Estuvo frecuentando siquiatras, sicólogos, chamanes, gurús pero no lograron nunca ningún progreso en tal descubrimiento.
Un día se fue a pasear por la campiña y se iba quedando asombrado del misterio y la belleza de las flores, de las matas que crecían en los valles, de los insectos que pululaban por los distintos parajes que pueblan y engalanan la naturaleza de múltiples colores, pero percibió asimismo que todos lo elaboraban para una fugaz y breve estancia de su existencia.
Rosendo seguía pensando muy a su pesar, pero no se concentraba en ningún pensamiento cuando al cabo de un lapso de tiempo fue advertido por un viajero que se le cruzó por el camino que iba pisando los propios pensamientos que generaba lo mismo que las plantas que había sembradas, así que aquel hombre le indicó que no pisara esos pensamientos que despuntaban en mitad del campo, allí cerquita en la misma pradera.
Rosendo, avergonzado y sin dar crédito a lo que estaba oyendo, se quedó de piedra, meditabundo diciéndose para sus adentros, qué mentecato soy, pero qué me querrá decir este hombre con tal advertencia, que sea prudente y no pise los pensamientos, cuando los míos, los que yo cultivo, salen disparados como balas, y no me da tiempo a ver el color de sus alas y mucho menos poder pisotearlos o atraparlos, pues ya me gustaría machacarlos por desagradecidos antes de que se esfumen y me dejen tirado en plena ebullición.

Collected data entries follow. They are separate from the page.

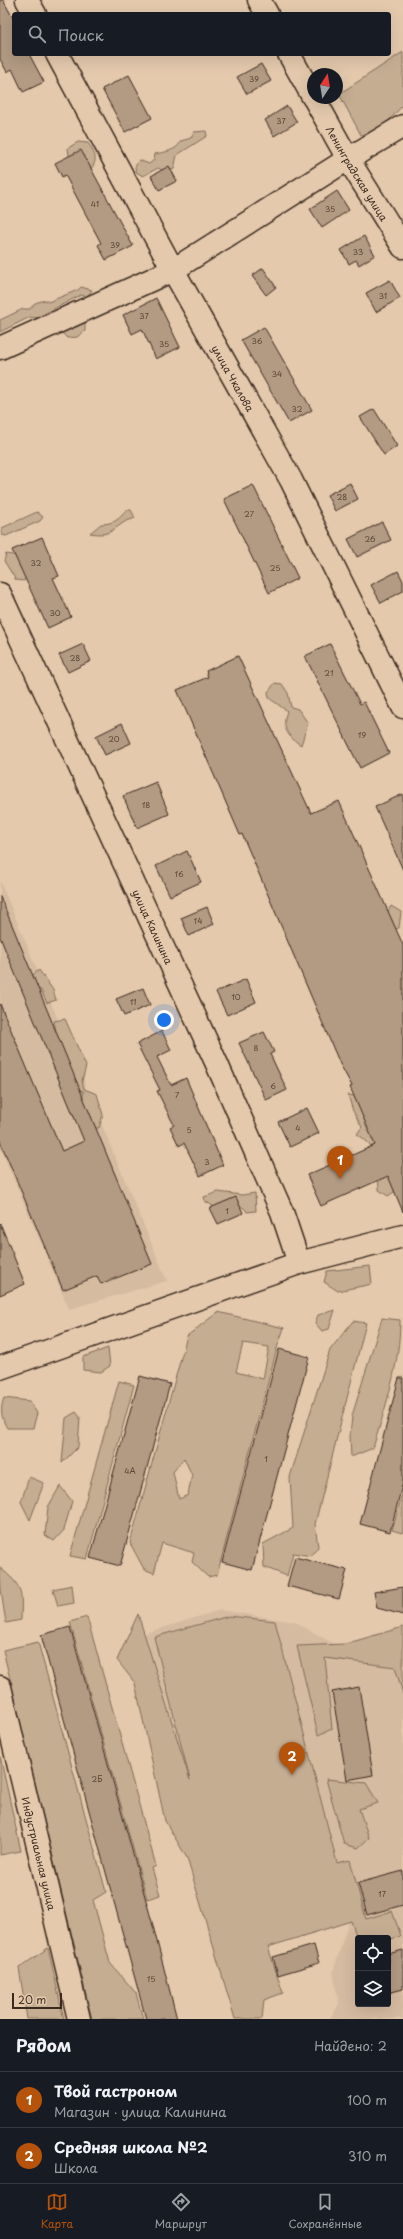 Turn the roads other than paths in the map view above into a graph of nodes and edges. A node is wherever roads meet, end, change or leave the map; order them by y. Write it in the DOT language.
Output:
graph roads {
  1 [pos="27,0"];
  2 [pos="259,0"];
  3 [pos="34,12"];
  4 [pos="266,12"];
  5 [pos="57,56"];
  6 [pos="290,56"];
  7 [pos="307,86"];
  8 [pos="317,104"];
  9 [pos="403,126"];
  10 [pos="348,159"];
  11 [pos="403,247"];
  12 [pos="173,270"];
  13 [pos="0,348"];
  14 [pos="0,594"];
  15 [pos="403,707"];
  16 [pos="403,1236"];
  17 [pos="299,1263"];
  18 [pos="0,1368"];
  19 [pos="0,1687"];
  20 [pos="79,2019"];
  1 -- 3 [label="street"];
  2 -- 4 [label="street"];
  5 -- 12 [label="street, улица Чкалова"];
  6 -- 7 [label="street, Ленинградская улица"];
  8 -- 10 [label="street, Ленинградская улица"];
  9 -- 10 [label="street"];
  10 -- 11 [label="street, Ленинградская улица"];
  10 -- 12 [label="street"];
  12 -- 13 [label="street"];
  12 -- 15 [label="street, улица Чкалова"];
  14 -- 17 [label="street, улица Калинина"];
  16 -- 17 [label="street"];
  17 -- 18 [label="street"];
  19 -- 20 [label="street, Индустриальная улица"];
}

El bueno de Rosendo se rascaba la cabeza encorajinado, se metía las manos en los bolsillos buscando algo, andaba nervioso, escarbaba en el suelo, debajo de las piedras de donde saltaba alguna que otra lagartija, y no comprendía aquello que le había espetado el transeúnte que, por favor, tuviese cuidado al caminar y no hollara los pensamientos color violeta que había plantados en la ladera del monte.
Finalmente Rosendo, después de hurgar sutilmente en la herida, estableció un plan de guerra a fin de ahogar los brotes de adversidad que hervían en su existencia, yéndose a un frondoso vivero para adquirir semillas de tal especie y sembrarlas en una jardinera en su balcón con la inscripción, “mientras piense en los pensamientos sus raíces frustrarán su eterna ley de fuga”.